I was 13 years old when I read Jane Eyre for the first time. And like countless young women before me, I absolutely loved it. I loved Jane’s determination and faith. I loved Rochester’s wildness and passion. Its a wonderful, beautifully told story with just the right amount of gothic darkness to make it more interesting.
But one of my favorite things about the book is one very small aspect that ends up being very important. Rochester talks to Jane about a special connection between people. If I remember correctly, he’s never experienced it but believes that it exists. He talks of a connection between two people that is so strong you feel like you can still feel each other when you are apart, and in some cases your souls can reach out and speak to each other.
At one point in the novel, after they’ve been separated, Jane suddenly hears Rochester’s voice in her mind, clear as day, saying her name and calling out for her. That is when she knows she must go back to him.
Because I am, in my heart of hearts, a hopeless romantic, I have always believed this kind of connection could exist.

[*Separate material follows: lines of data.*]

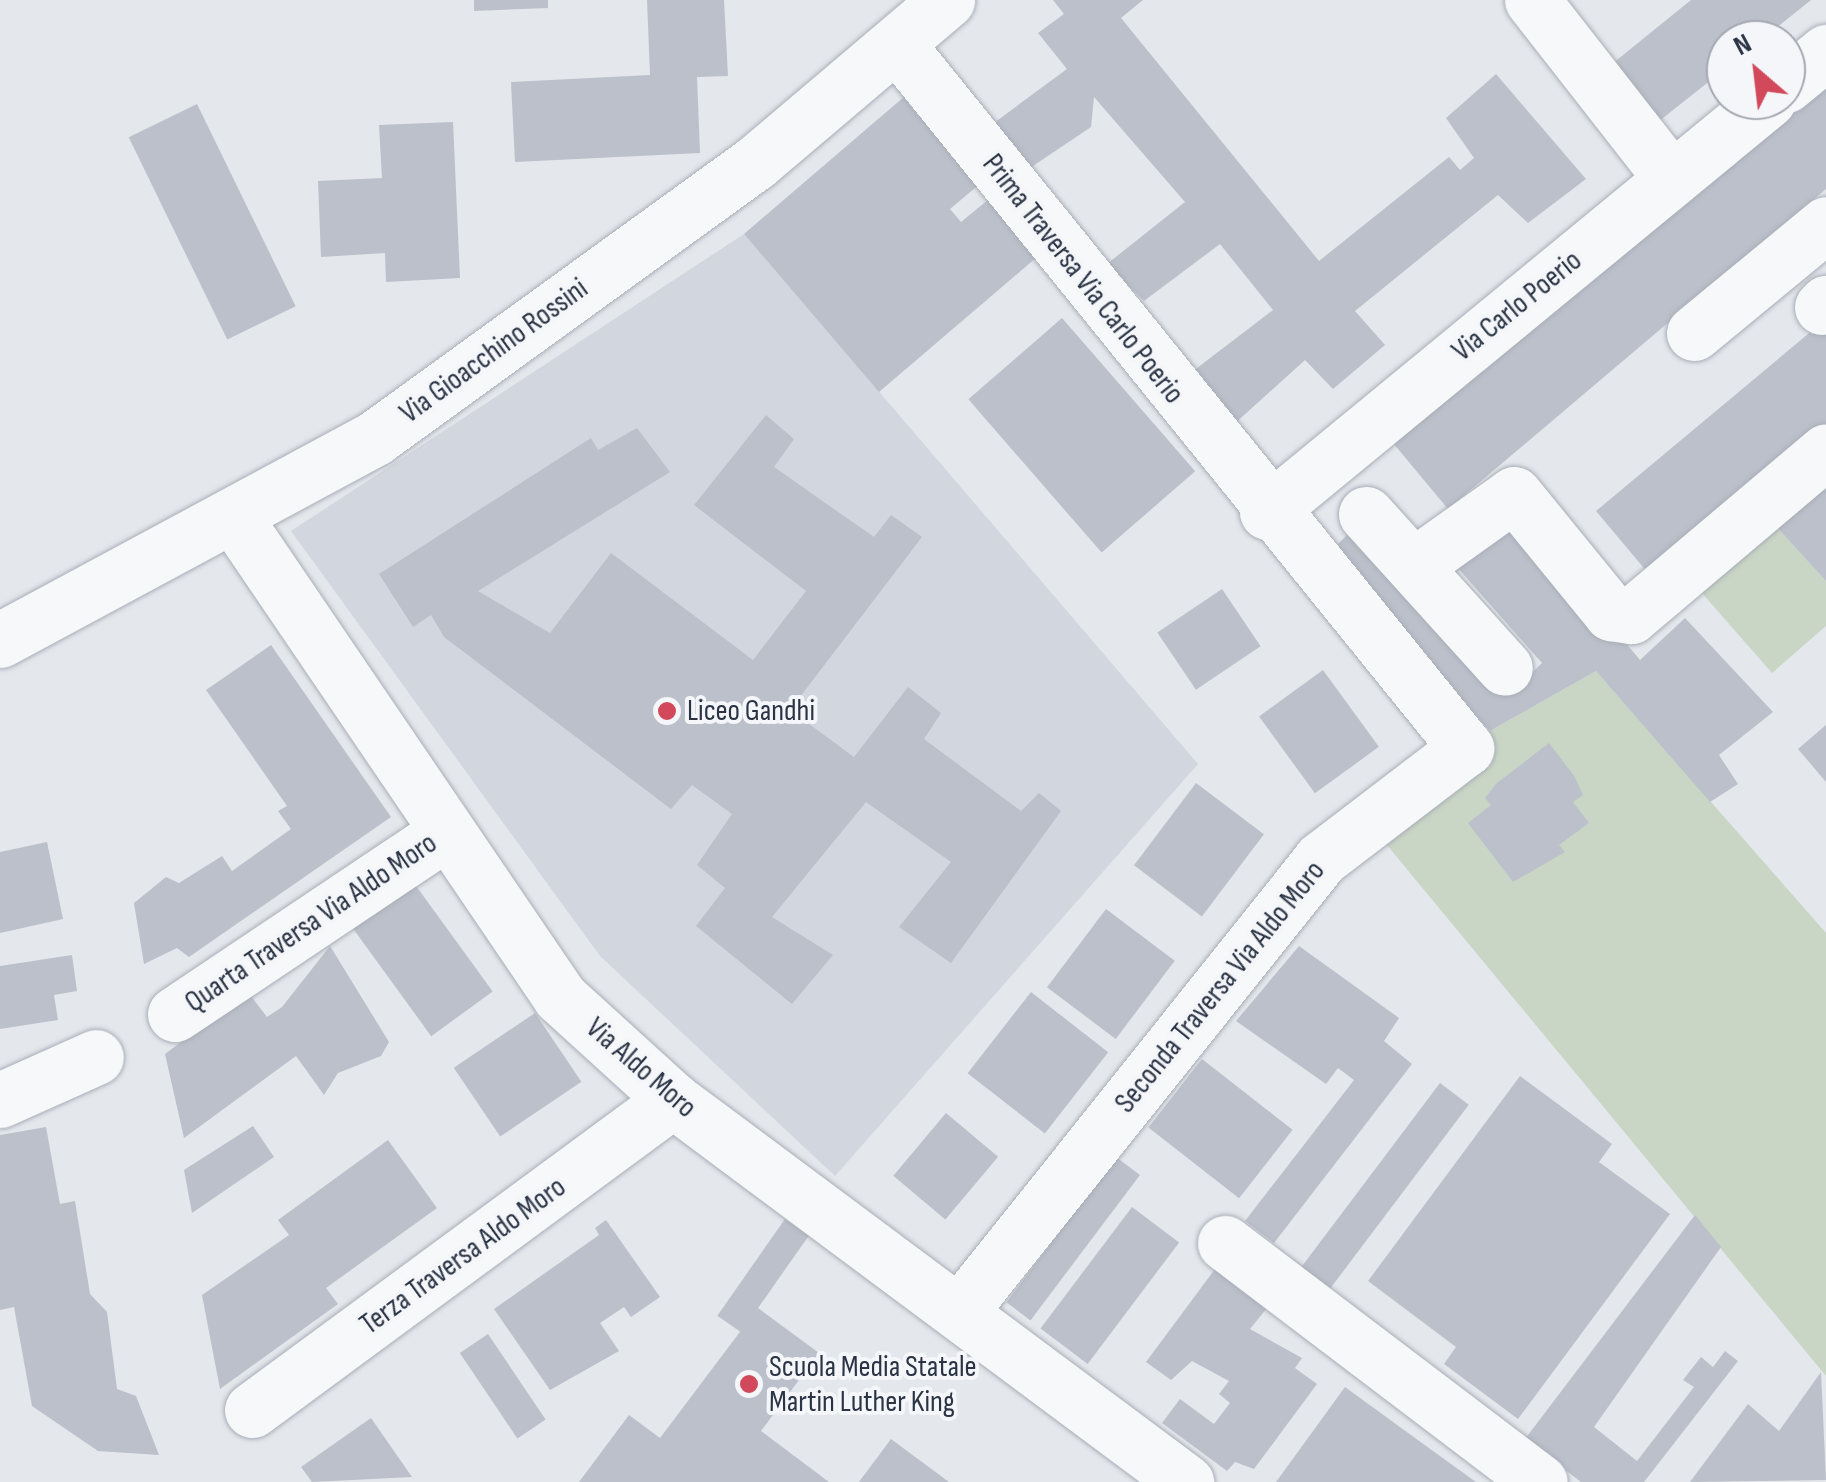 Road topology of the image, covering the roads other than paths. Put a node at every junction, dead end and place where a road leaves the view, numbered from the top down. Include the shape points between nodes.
1 (948, 0) edge
2 (1532, 0) edge
3 (899, 47) junction
4 (1826, 52) edge
5 (1806, 68) edge
6 (1743, 120) edge
7 (1672, 178) junction
8 (1826, 224) edge
9 (1694, 333) dead end
10 (1826, 451) edge
11 (1267, 512) junction
12 (1366, 514) dead end
13 (236, 520) junction
14 (1416, 564) junction
15 (0, 640) edge
16 (1505, 668) dead end
17 (448, 832) junction
18 (175, 1014) dead end
19 (96, 1057) dead end
20 (0, 1100) edge
21 (673, 1100) junction
22 (1225, 1242) dead end
23 (960, 1311) junction
24 (252, 1410) dead end
25 (1186, 1482) edge
26 (1540, 1482) edge

1 - 3 street, Via Gioacchino Rossini
2 - 7 street
3 - 11 street, Prima Traversa Via Carlo Poerio
3 - 13 street, Via Gioacchino Rossini via 375,438
4 - 5 street
6 - 7 street, Via Carlo Poerio
7 - 11 street, Via Carlo Poerio
8 - 9 street
10 - 14 street via 1630,616 1611,613 1514,494
11 - 23 street, Seconda Traversa Via Aldo Moro via 1466,748 1322,858
12 - 14 street
13 - 15 street, Via Gioacchino Rossini
13 - 17 street, Via Aldo Moro
14 - 16 street
17 - 18 street, Quarta Traversa Via Aldo Moro
17 - 21 street, Via Aldo Moro via 560,997
19 - 20 street
21 - 23 street, Via Aldo Moro
21 - 24 street, Terza Traversa Aldo Moro
22 - 26 street
23 - 25 street, Via Aldo Moro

And because I’ve been very lucky, I have experienced it for myself. Not the actually hearing their voice part but everything else.

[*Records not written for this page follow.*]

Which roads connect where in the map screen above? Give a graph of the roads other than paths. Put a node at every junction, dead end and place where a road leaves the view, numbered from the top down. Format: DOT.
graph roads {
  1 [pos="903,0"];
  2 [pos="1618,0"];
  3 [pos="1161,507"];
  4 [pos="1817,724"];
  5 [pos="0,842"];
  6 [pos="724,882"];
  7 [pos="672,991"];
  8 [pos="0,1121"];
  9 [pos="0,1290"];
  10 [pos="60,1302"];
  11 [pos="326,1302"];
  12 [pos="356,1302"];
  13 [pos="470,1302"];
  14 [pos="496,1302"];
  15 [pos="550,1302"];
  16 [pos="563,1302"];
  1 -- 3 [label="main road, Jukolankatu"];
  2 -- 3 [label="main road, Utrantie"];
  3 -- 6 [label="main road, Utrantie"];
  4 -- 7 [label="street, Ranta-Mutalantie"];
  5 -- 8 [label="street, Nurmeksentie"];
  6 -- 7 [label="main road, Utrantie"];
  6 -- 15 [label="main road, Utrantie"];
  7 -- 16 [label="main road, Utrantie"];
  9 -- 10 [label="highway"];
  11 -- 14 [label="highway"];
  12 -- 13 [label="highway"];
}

So, anyway, I’m in London right now, and it has been the most spectacular thing ever. Everything I needed and more. I’ve seen things I loved before and new things I love just as much.
But last night, as I was laying in bed beside the open bedroom window, something happened. I was listening to the distant sounds of the city, excited for what today would bring, when I heard a voice, clear as day in my head. And it just said my name. That was it. And because I am who I am I immediately thought of Jane Eyre, and because I’m in England I let myself believe it could be true. Just maybe. So I answered back and went to sleep.
Today we went to the Victoria and Albert Museum and the National Portrait Gallery, as well as afternoon tea for my best friend’s birthday. It was the perfect day.